Each line of the data that mentions the string "index" needs to be identified and copied.

## Dataset records:

────

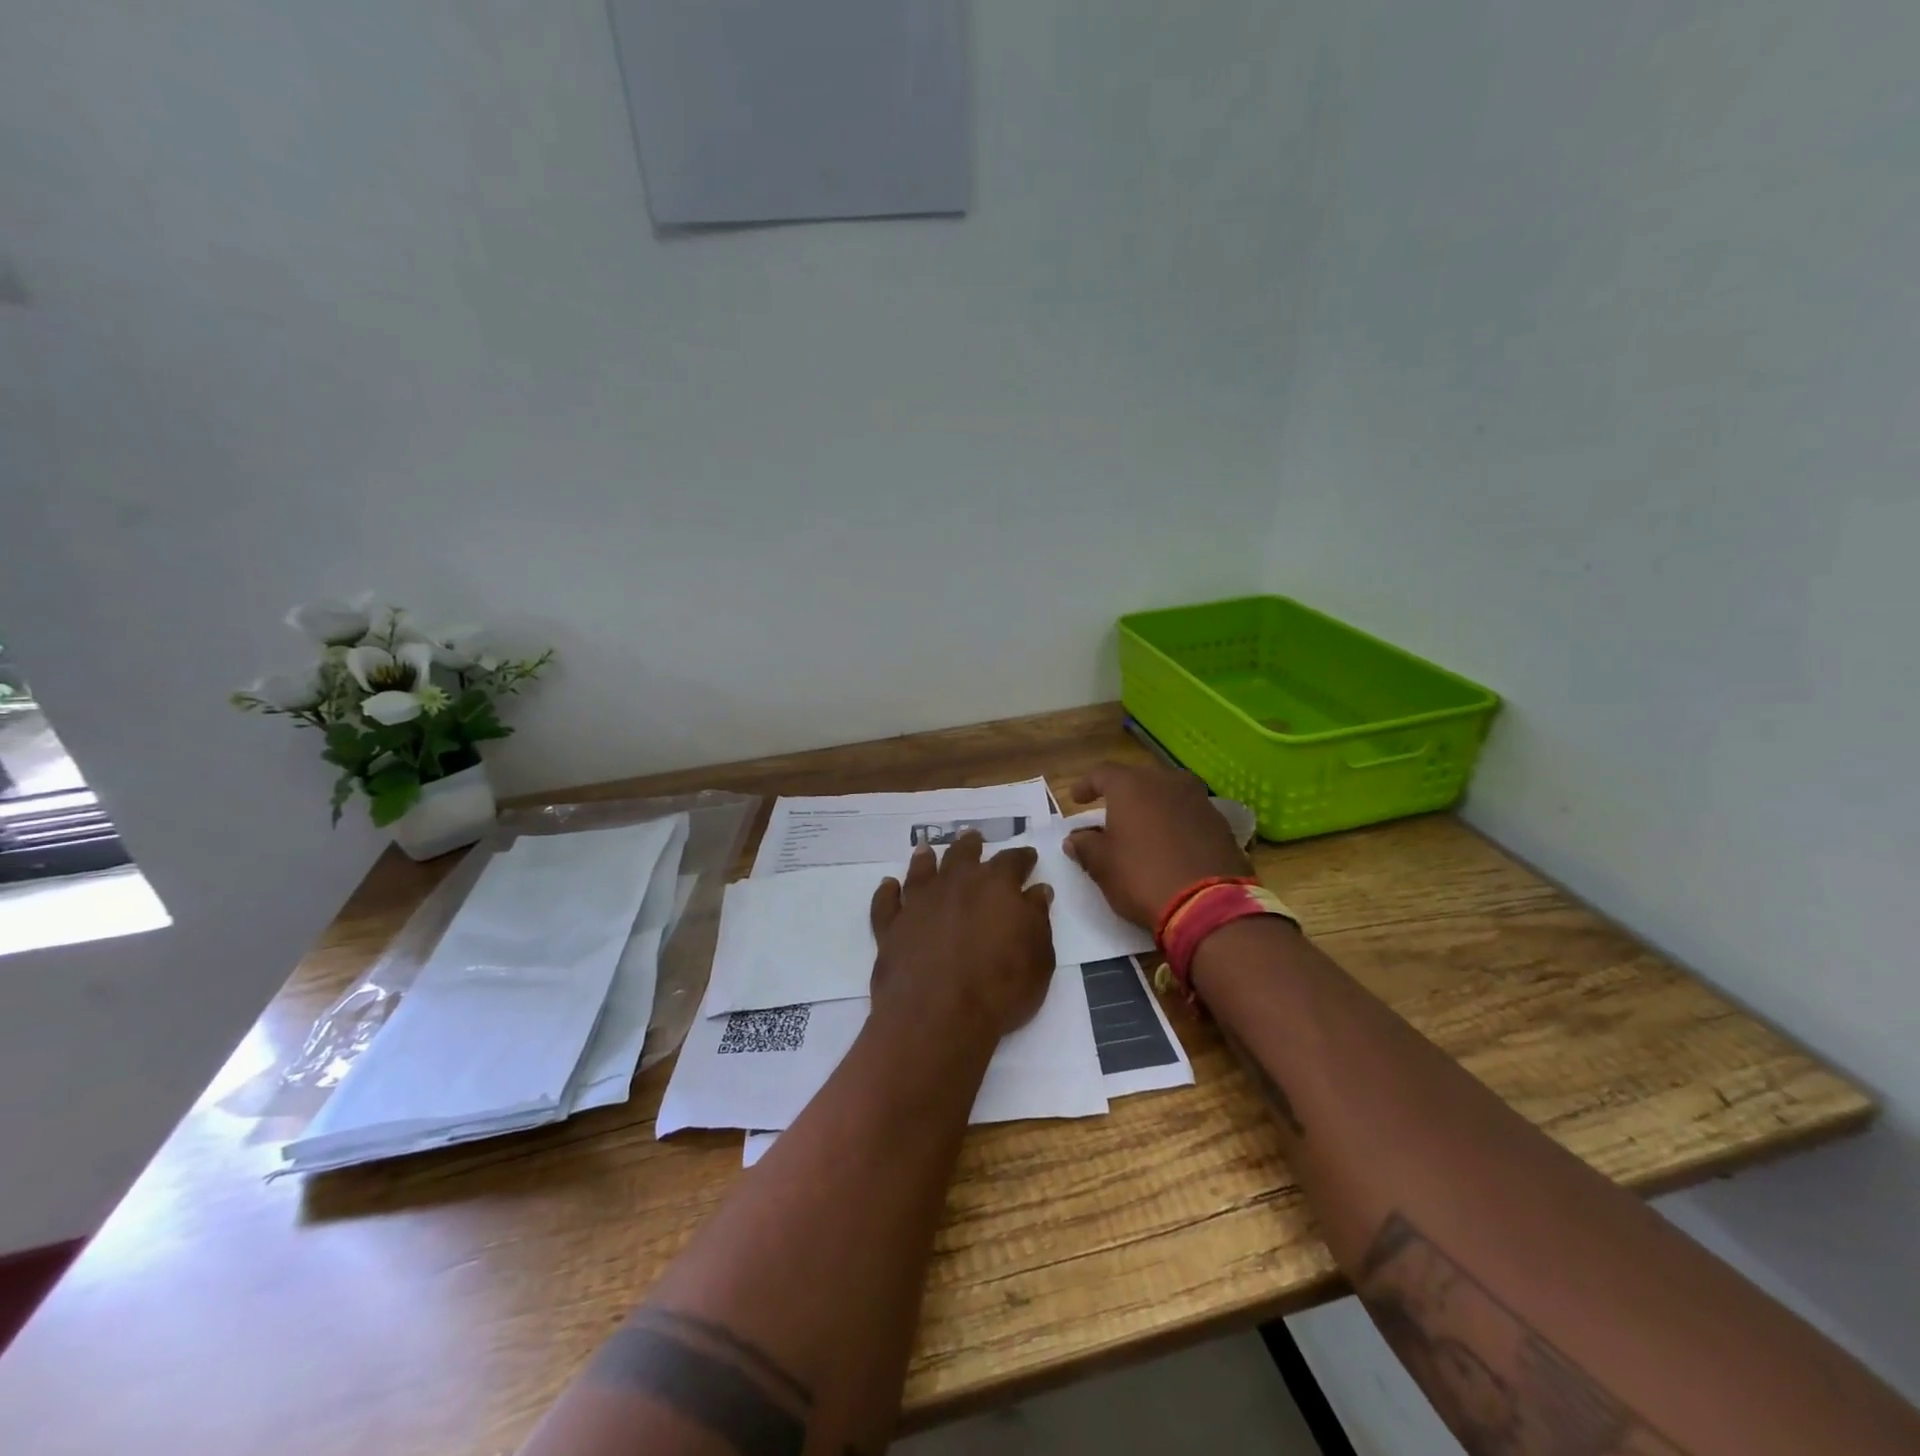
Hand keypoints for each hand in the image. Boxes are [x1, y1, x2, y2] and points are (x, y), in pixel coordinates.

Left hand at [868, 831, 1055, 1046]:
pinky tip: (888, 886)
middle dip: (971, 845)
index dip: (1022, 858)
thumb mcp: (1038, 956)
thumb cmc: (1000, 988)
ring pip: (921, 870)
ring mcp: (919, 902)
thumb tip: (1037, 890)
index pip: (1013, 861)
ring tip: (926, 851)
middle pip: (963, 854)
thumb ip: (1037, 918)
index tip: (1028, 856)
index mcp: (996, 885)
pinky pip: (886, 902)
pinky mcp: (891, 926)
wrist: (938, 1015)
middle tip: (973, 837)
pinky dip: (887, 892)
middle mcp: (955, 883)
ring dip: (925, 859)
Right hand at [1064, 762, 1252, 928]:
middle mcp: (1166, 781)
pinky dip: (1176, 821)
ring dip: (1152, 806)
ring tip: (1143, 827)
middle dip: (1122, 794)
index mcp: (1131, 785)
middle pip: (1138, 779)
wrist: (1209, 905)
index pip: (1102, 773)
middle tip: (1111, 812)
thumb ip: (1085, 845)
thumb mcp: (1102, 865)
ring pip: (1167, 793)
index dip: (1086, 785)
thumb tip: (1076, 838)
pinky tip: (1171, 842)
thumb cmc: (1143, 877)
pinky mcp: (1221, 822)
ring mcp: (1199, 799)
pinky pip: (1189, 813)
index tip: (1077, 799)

────

## Response box:
index dip: (1022, 858)
index pip: (1013, 861)
index tip: (1028, 856)
index mcp: (996, 885)
index mcp: (1131, 785)
index pip: (1102, 773)
index dip: (1086, 785)
index tip: (1077, 799)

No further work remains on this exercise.